■ DATA FOR THE TASK:
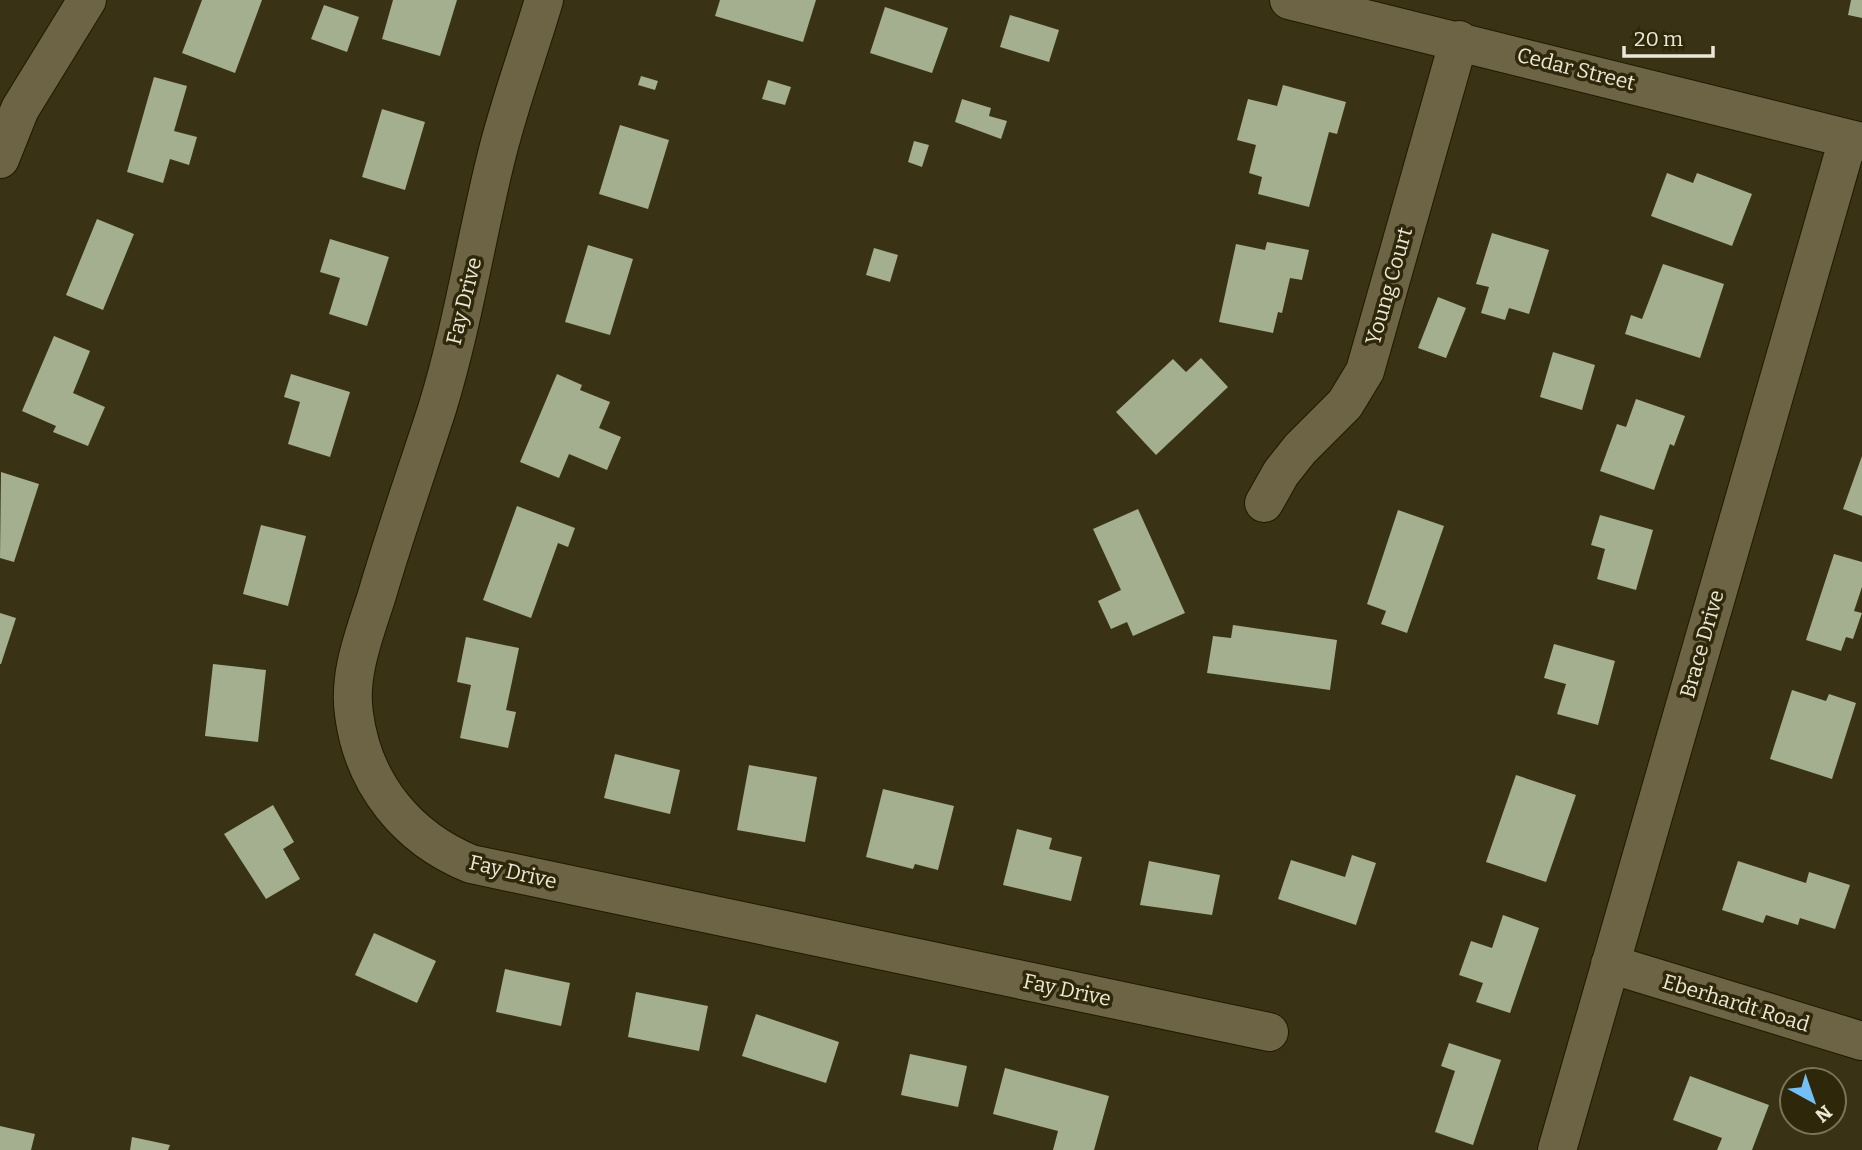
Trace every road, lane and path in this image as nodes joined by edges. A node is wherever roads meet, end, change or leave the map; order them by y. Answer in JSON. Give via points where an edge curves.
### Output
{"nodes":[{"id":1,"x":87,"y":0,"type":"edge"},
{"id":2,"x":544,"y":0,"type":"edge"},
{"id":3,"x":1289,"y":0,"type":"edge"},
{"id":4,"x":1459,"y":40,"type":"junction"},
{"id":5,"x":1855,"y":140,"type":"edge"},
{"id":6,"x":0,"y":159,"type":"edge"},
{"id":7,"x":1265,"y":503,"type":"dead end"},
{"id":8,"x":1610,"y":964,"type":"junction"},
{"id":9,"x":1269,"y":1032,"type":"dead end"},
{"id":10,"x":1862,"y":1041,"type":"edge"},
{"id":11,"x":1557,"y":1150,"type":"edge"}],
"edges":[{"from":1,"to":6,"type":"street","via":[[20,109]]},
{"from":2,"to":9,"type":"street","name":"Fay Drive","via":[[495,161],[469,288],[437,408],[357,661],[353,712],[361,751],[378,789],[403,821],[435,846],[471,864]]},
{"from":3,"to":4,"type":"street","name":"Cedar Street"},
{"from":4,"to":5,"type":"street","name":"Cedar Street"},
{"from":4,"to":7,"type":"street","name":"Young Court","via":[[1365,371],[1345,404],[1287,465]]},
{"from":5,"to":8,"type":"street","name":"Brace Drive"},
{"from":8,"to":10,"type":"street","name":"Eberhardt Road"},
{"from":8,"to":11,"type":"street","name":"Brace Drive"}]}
==
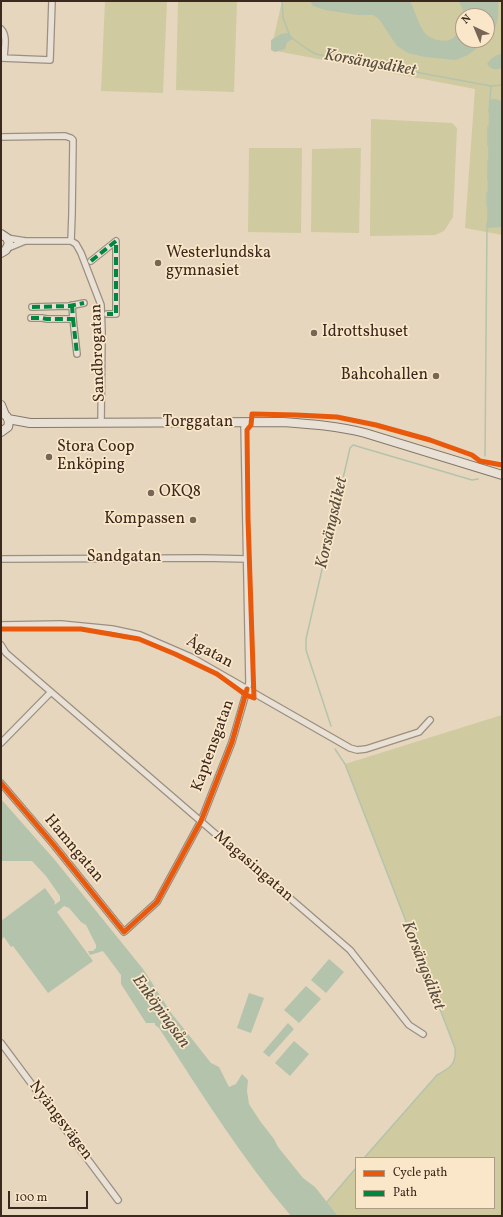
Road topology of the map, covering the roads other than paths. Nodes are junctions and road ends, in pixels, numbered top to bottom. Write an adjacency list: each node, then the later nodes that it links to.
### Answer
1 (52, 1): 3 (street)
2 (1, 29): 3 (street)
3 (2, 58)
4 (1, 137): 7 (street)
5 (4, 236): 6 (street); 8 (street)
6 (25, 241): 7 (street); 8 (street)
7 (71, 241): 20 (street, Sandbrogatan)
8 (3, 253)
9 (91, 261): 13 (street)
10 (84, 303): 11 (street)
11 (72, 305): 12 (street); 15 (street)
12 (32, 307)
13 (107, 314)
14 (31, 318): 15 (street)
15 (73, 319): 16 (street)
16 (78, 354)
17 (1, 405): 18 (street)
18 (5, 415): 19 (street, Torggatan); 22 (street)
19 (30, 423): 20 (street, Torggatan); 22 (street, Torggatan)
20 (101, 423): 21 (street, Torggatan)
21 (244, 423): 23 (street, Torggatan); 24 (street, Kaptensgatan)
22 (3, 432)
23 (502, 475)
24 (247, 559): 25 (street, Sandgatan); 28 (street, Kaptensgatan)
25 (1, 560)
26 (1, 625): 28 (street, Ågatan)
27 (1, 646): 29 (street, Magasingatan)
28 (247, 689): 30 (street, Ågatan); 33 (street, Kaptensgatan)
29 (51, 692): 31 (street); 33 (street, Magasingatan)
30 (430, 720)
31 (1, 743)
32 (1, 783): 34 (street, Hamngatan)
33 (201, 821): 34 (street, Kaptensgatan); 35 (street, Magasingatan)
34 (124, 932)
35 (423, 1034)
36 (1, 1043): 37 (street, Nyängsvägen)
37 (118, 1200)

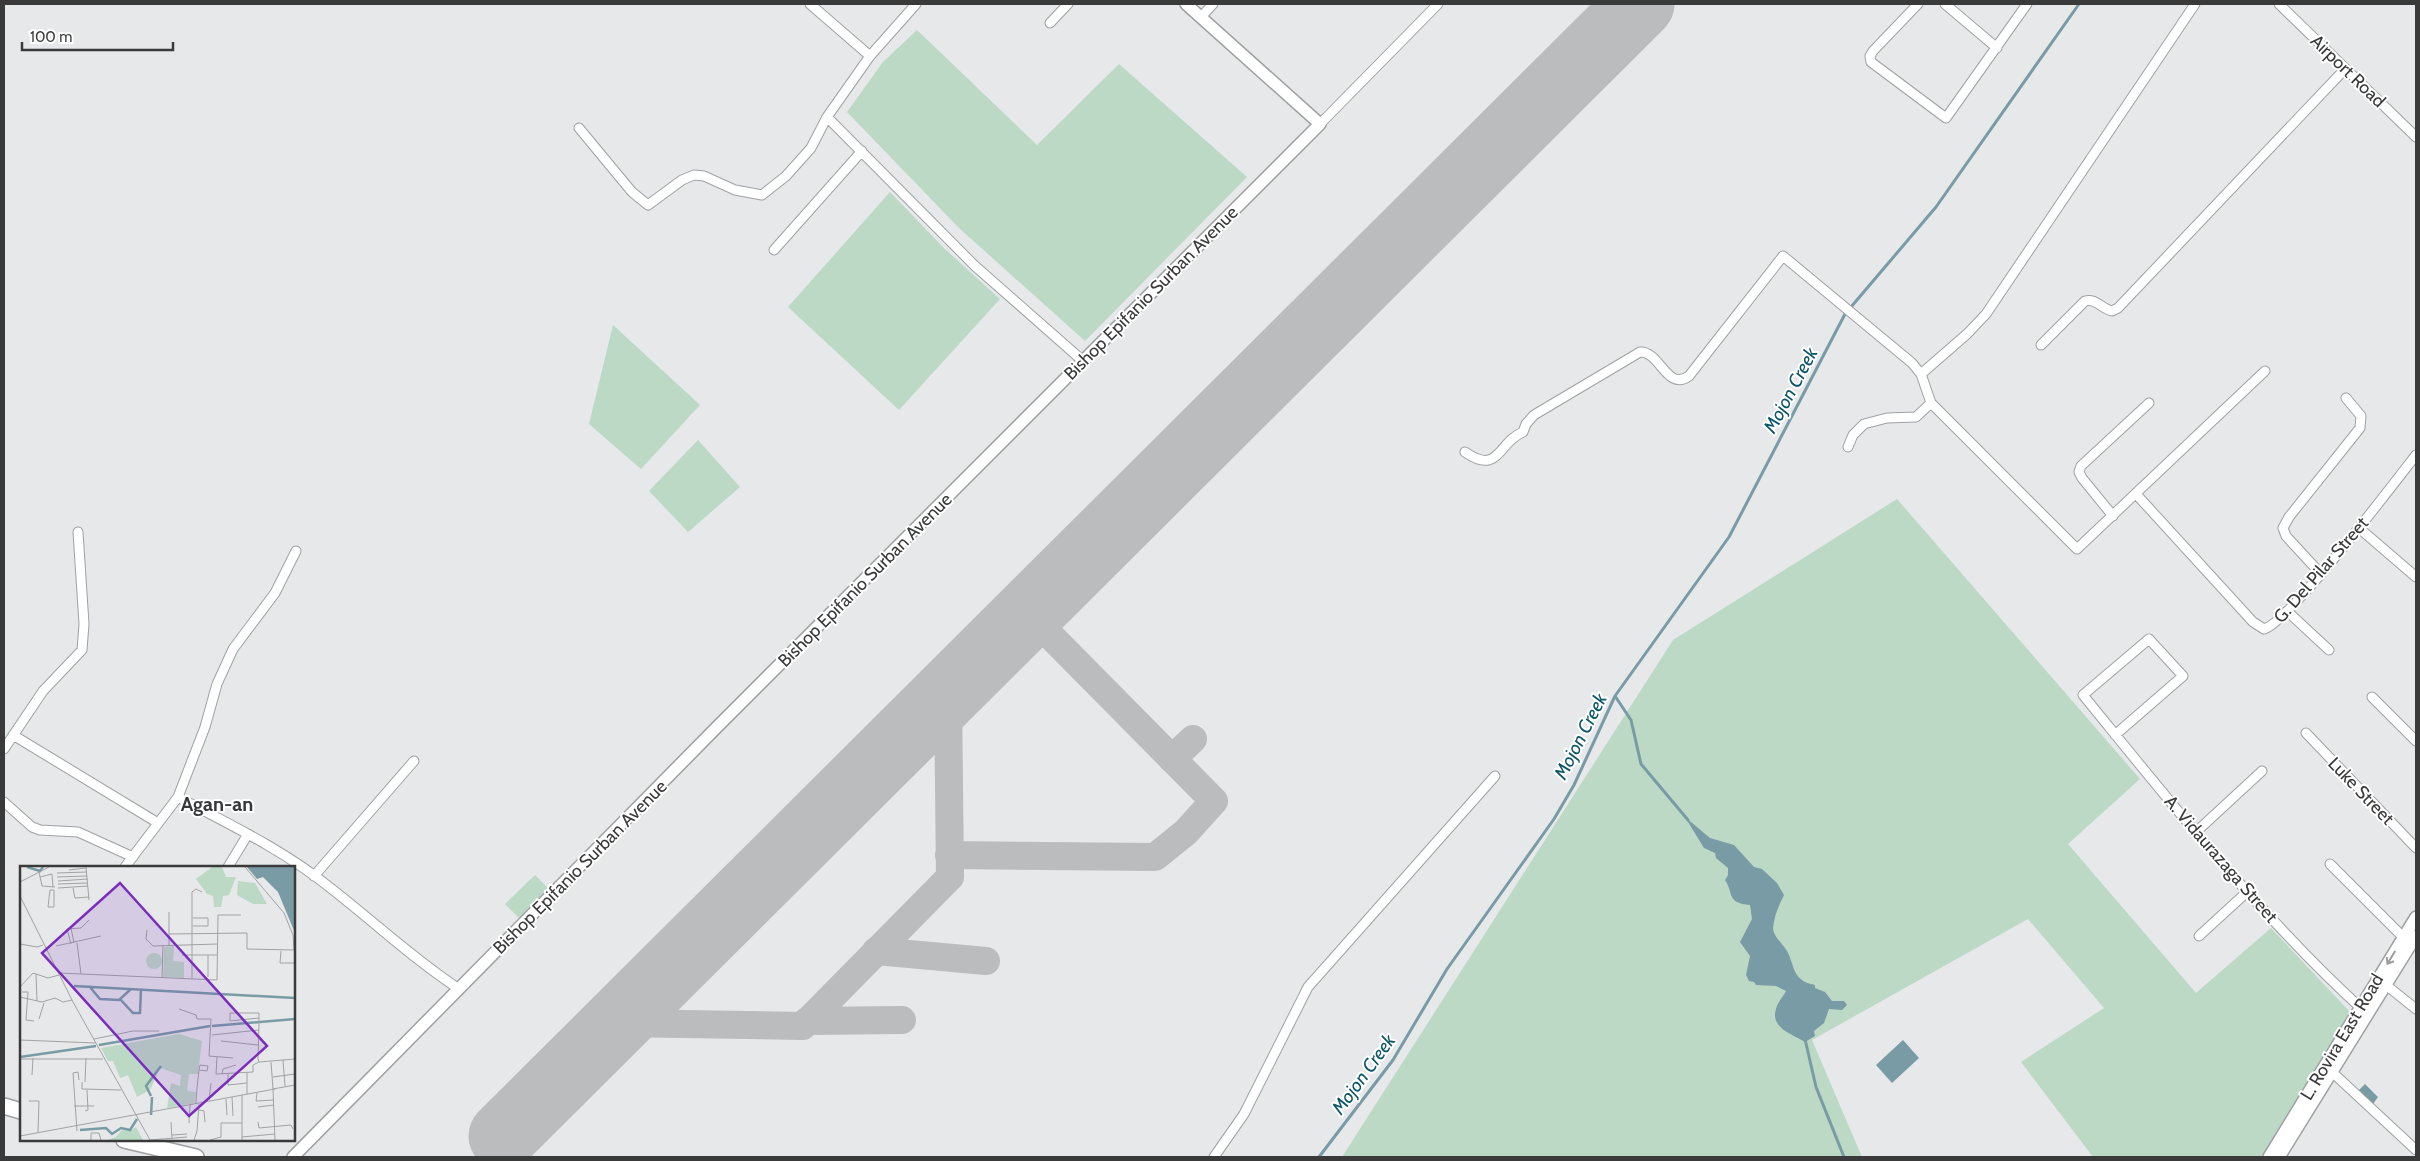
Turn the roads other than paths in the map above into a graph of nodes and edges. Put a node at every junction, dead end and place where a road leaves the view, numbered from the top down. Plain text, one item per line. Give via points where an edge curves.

■ DESCRIPTION OF THE TASK: The lines holding the word "every" are the answer. Find them in the entries and copy them.

■ ANSWER TO THE EXERCISE:
Trace every road, lane and path in this image as nodes joined by edges. A node is wherever roads meet, end, change or leave the map; order them by y. Answer in JSON. Give via points where an edge curves.
Turn the roads other than paths in the map above into a graph of nodes and edges. Put a node at every junction, dead end and place where a road leaves the view, numbered from the top down. Plain text, one item per line. Give via points where an edge curves.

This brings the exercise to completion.